A blueprint for the Greater Bay Area project is due to be released by the central government this month, and a source told the Post on Friday that it could come as early as next week.
“We need to have mutual respect, and put ourselves in each other’s shoes. In particular, we need to give enough respect to the views of the Hong Kong and Macau governments,” Zhang said.
“For example, in managing Hong Kong and Macau affairs, there will be different acceptable approaches, and we should try to use the approach put forth by the two governments.”
He stressed the need for officials to “use methods and language easily acceptable to the Hong Kong and Macau societies” when promoting Beijing’s policies to “obtain the best sociopolitical results”.
Policies beneficial to both cities should be announced by their respective chief executives, or governments, so their authority could be maintained and people could “feel” the central government’s support, Zhang added.
His remarks struck a conciliatory note, coming after a recent spate of stern reminders by current and former mainland officials that while Hong Kong has its own mini-constitution, the Basic Law, it still falls under China’s “unitary system” and the national constitution encompasses the entire country.
Zhang’s predecessor, Wang Guangya, last month said Hongkongers who chanted slogans in favour of ending one-party rule in China were breaking the law and should not be allowed to run for political office.

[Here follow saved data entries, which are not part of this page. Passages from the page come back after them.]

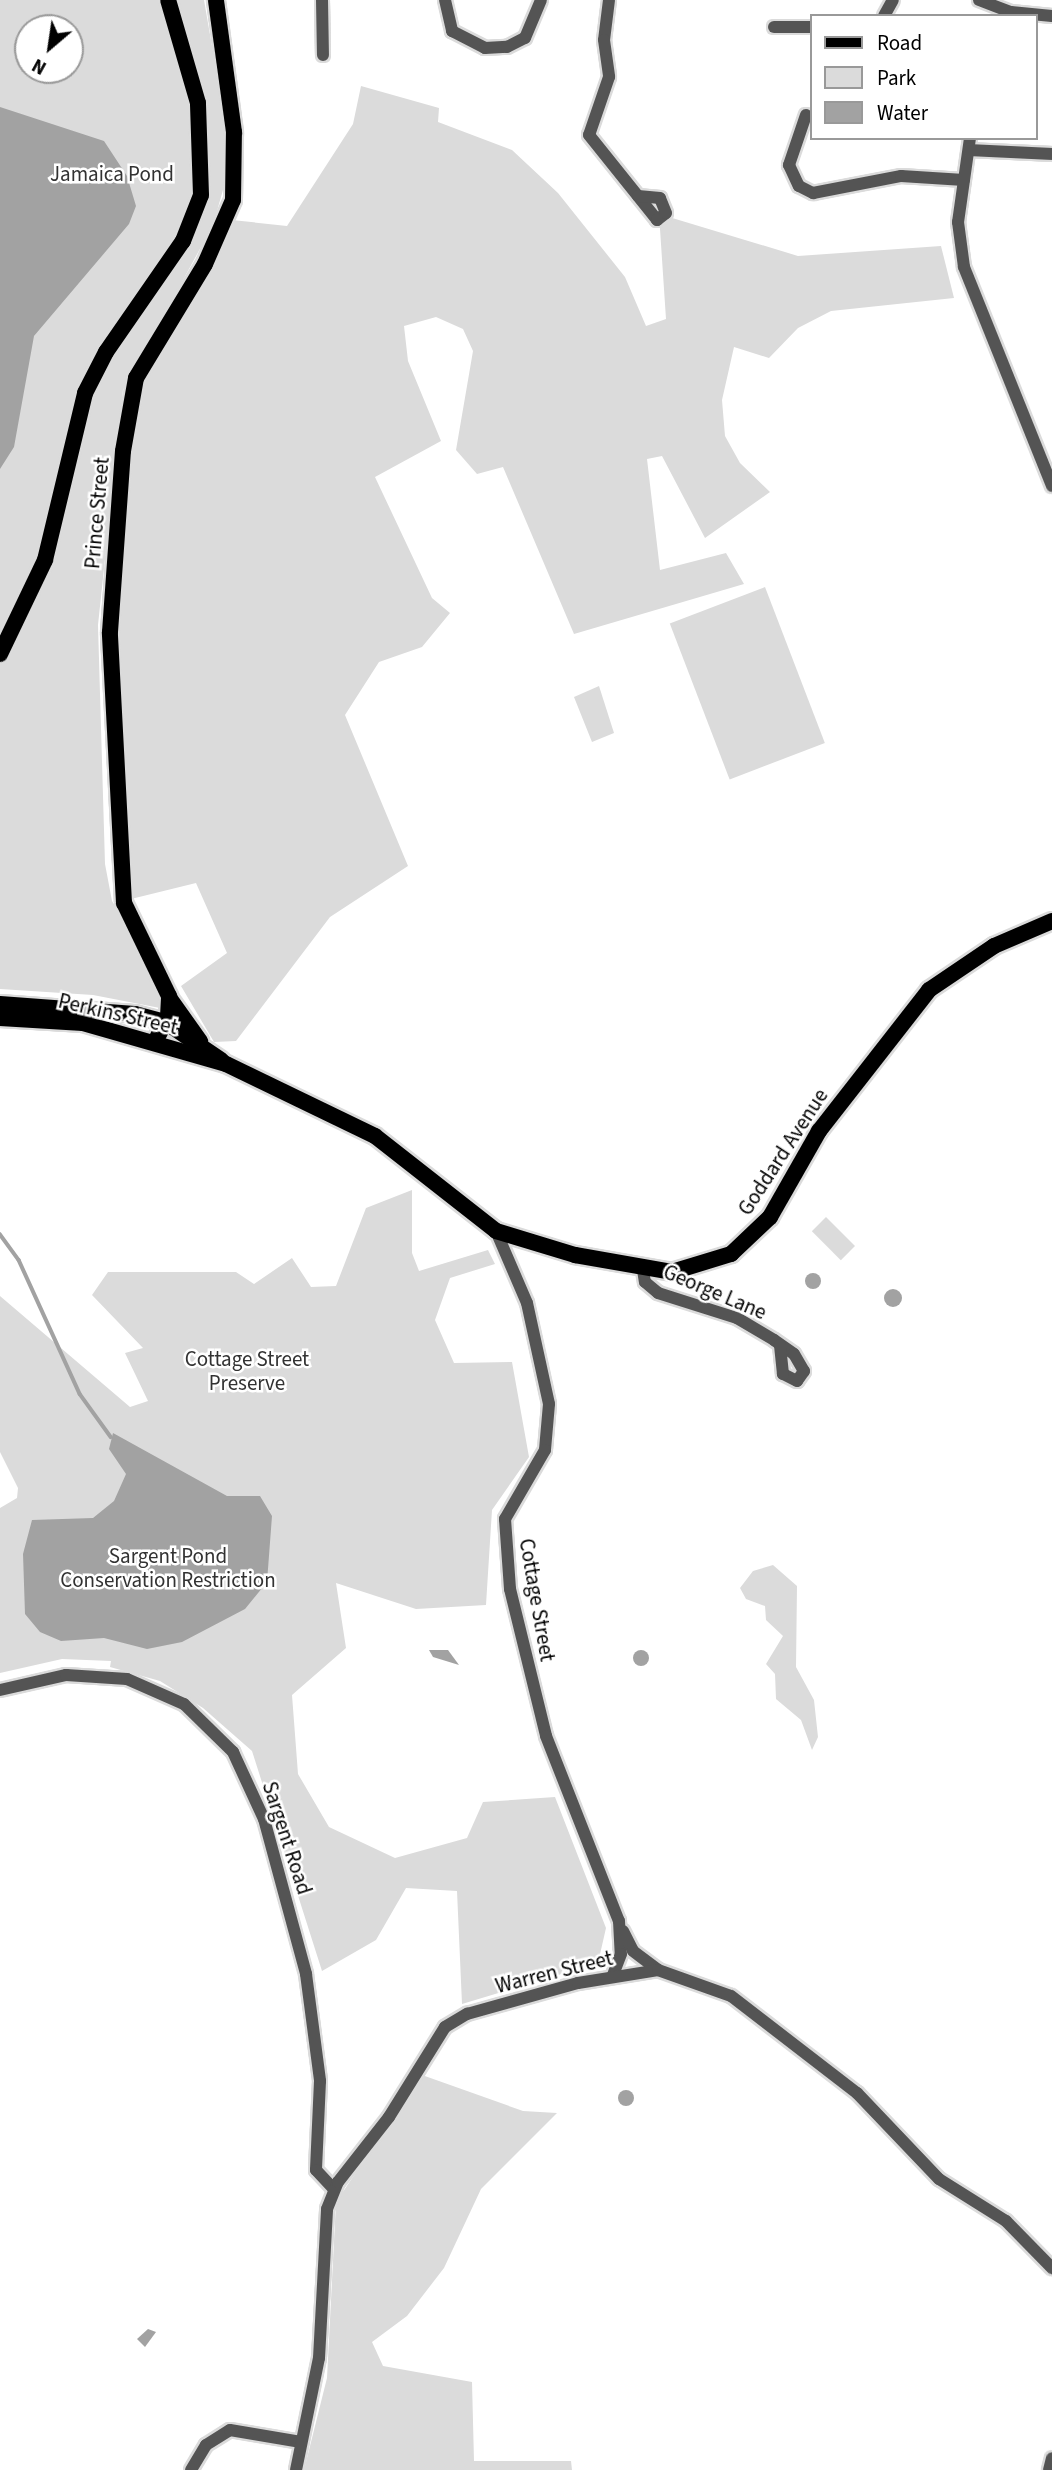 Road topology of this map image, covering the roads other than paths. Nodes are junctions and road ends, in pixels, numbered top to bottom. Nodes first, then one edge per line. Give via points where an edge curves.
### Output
1 (168, 0) edge
2 (216, 0) edge
3 (322, 0) edge
4 (444, 0) edge
5 (541, 0) edge
6 (609, 0) edge
7 (983, 7) edge
8 (1037, 14) edge
9 (774, 27) dead end
10 (810, 27) edge
11 (323, 55) dead end
12 (806, 115) dead end
13 (969, 144) edge
14 (1052, 154) edge
15 (964, 180) junction
16 (638, 196) dead end
17 (1052, 486) edge
18 (0, 654) edge
19 (1052, 921) edge
20 (170, 999) junction
21 (0, 1004) edge
22 (0, 1018) edge
23 (165, 1022) junction
24 (155, 1042) junction
25 (201, 1043) junction
26 (226, 1064) junction
27 (303, 1101) joint
28 (496, 1231) junction
29 (643, 1270) junction
30 (780, 1345) dead end
31 (0, 1690) edge
32 (619, 1921) junction
33 (658, 1970) junction
34 (613, 1975) junction
35 (334, 2189) junction
36 (1052, 2268) edge
37 (301, 2442) junction
38 (1052, 2458) edge
39 (191, 2470) edge
40 (296, 2470) edge
41 (1049, 2470) edge

1 - 18 main road via 198,103 201,195 183,242 89,385 45,560
2 - 20 main road, Prince Street via 234,132 233,200 205,264 136,378 123,452 110,632 124,903
3 - 11 street
4 - 5 street via 452,31 485,48 525,38
6 - 16 street via 607,88 589,135
7 - 8 street
9 - 10 street
12 - 15 street via 789,165 799,186 813,193 901,176
13 - 14 street
13 - 15 street
15 - 17 street via 958,222 964,267
19 - 29 main road, Goddard Avenue via 994,946 929,990 874,1054 815,1137 779,1203 742,1245 699,1267
20 - 23 main road
20 - 25 main road, Prince Street
21 - 23 main road, Perkins Street via 93,1007
22 - 24 main road, Perkins Street via 74,1021
23 - 24 main road
23 - 25 main road, Perkins Street
24 - 26 main road, Perkins Street
25 - 26 main road, Perkins Street
26 - 27 main road, Perkins Street
27 - 28 main road, Cottage Street via 375,1136
28 - 29 main road, Goddard Avenue
28 - 32 street, Cottage Street via 527,1303 549,1404 545,1450 505,1519 510,1588 546,1735
29 - 30 street, George Lane via 645,1282 665,1297 737,1318
31 - 35 street, Sargent Road via 66,1675 127,1679 184,1704 233,1752 264,1819 306,1975 320,2081 316,2170
32 - 33 street, Cottage Street via 633,1951
32 - 34 street, Cottage Street via 621,1954
33 - 34 street, Warren Street
33 - 36 street, Warren Street via 744,2005 857,2094 939,2179 1006,2221
34 - 35 street, Warren Street via 467,2014 445,2027
35 - 37 street, Warren Street via 326,2228 321,2343
37 - 39 street via 230,2430 206,2445
37 - 40 street, Warren Street
38 - 41 street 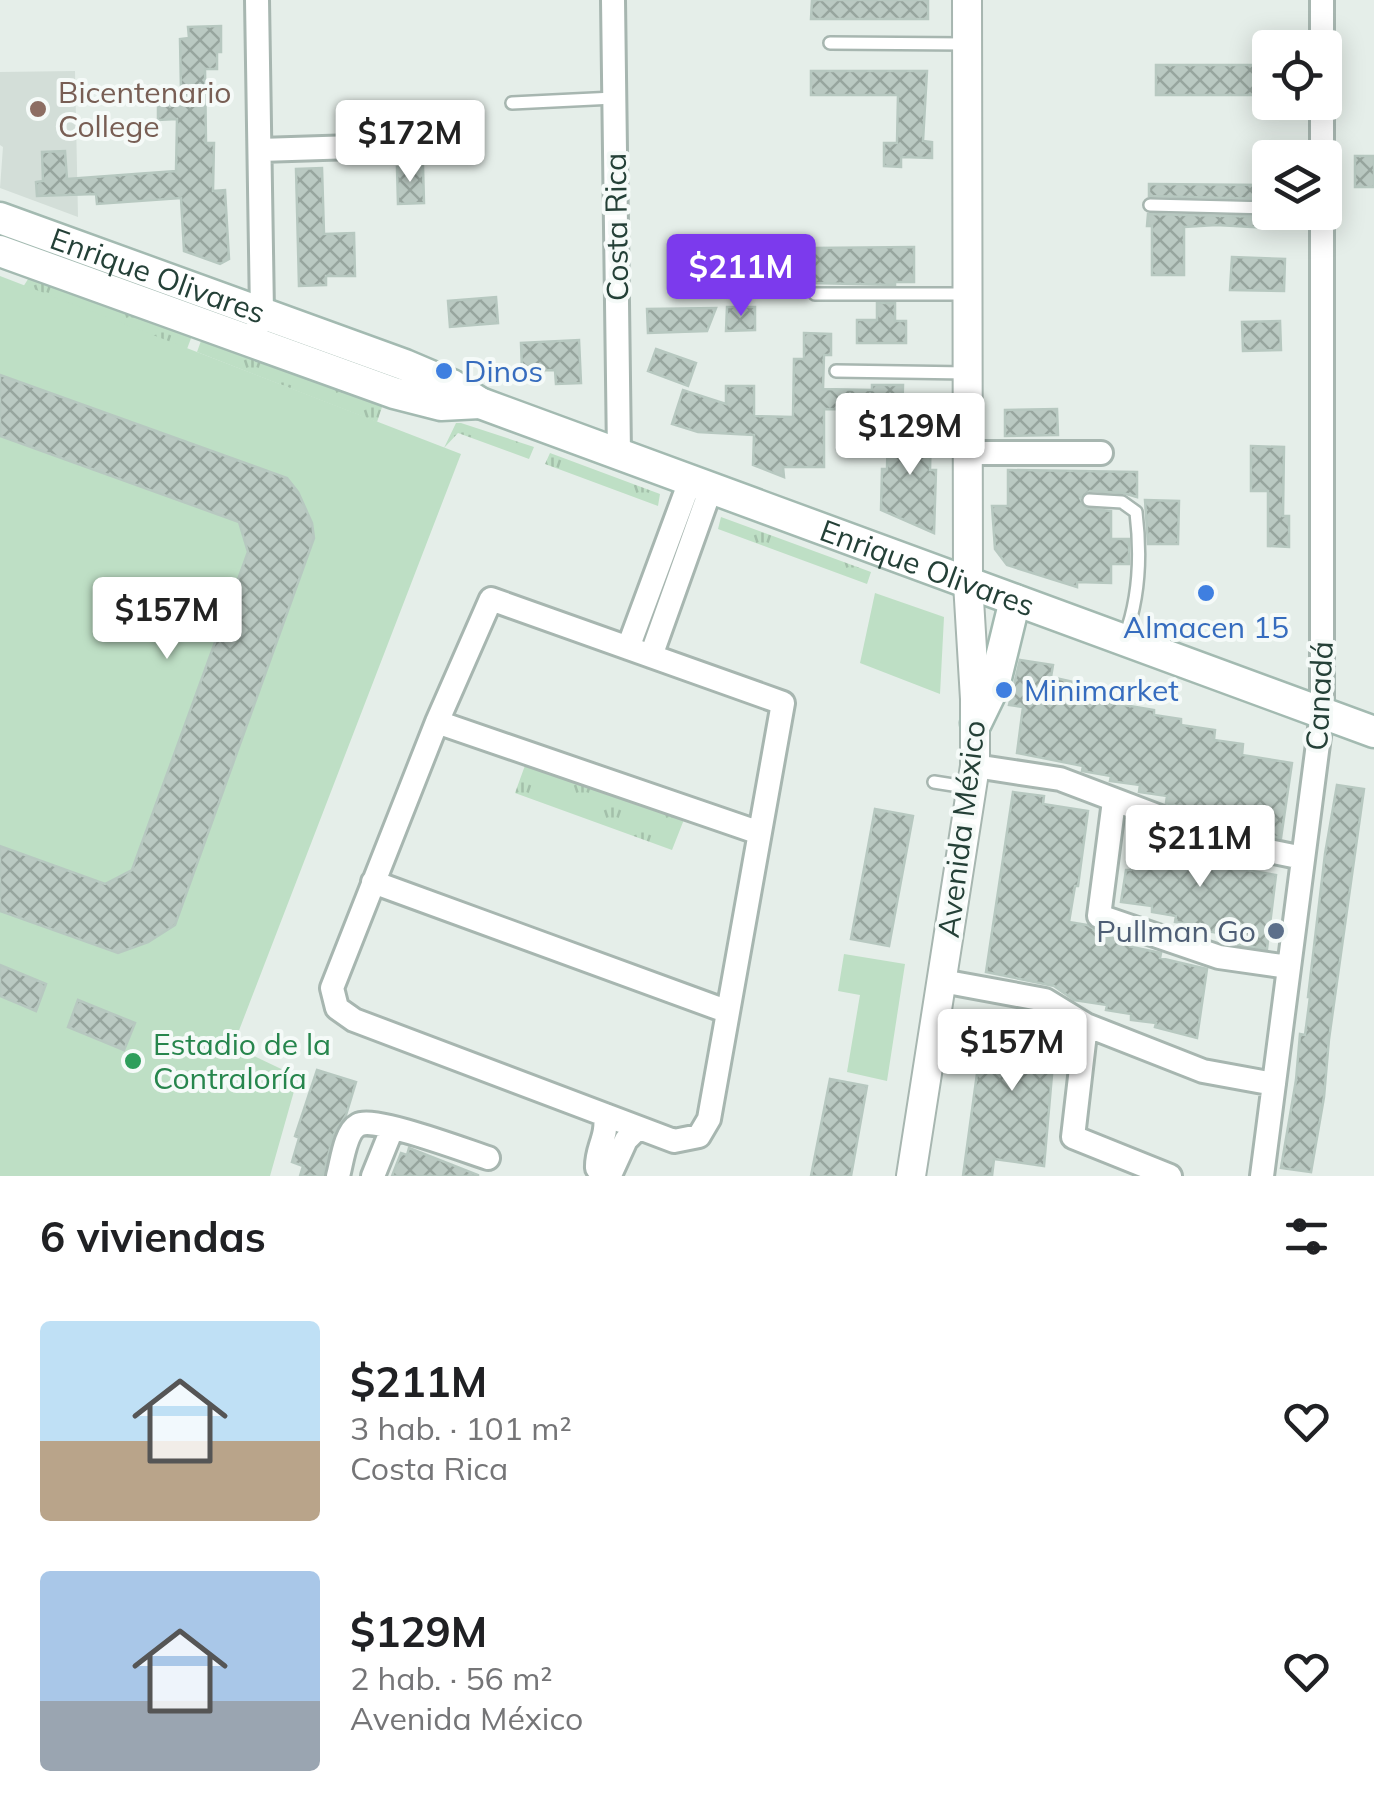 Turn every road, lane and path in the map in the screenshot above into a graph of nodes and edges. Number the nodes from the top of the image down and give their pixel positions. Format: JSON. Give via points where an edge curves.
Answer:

He emphasised the unwavering importance Beijing placed on the “one country, two systems” formula for governing Hong Kong, while acknowledging that cross-border affairs could not handled in the same way as matters between mainland provinces.
Beijing would roll out further policies to help people from Hong Kong and Macau work, study and do business more easily on the mainland, he said.
And he stressed that cross-border infrastructure projects, such as the Hong Kong-Zhuhai-Macau bridge, should be built to international standards. The project, on which the city has already spent HK$10.7 billion (US$1.38 billion) so far, was in the spotlight last month over safety concerns.
“There is a need to seriously evaluate Hong Kong and Macau societies’ reactions, and to do such projects well,” he said.
Political commentator Lau Yui-siu said Zhang’s latest tone was “relatively soft”, but the issue at hand was not political and did not require a harder stance.
The director’s comments, he added, were timed ahead of the roll-out of plans for the Greater Bay Area project.
“The Greater Bay Area’s development, and the cooperation with Sichuan, are practical issues that should not be interrupted by politics,” Lau said.
He interpreted Zhang’s reference to “mutual respect” as a bid to ease tension between Hong Kong and mainland and to call for more discussions.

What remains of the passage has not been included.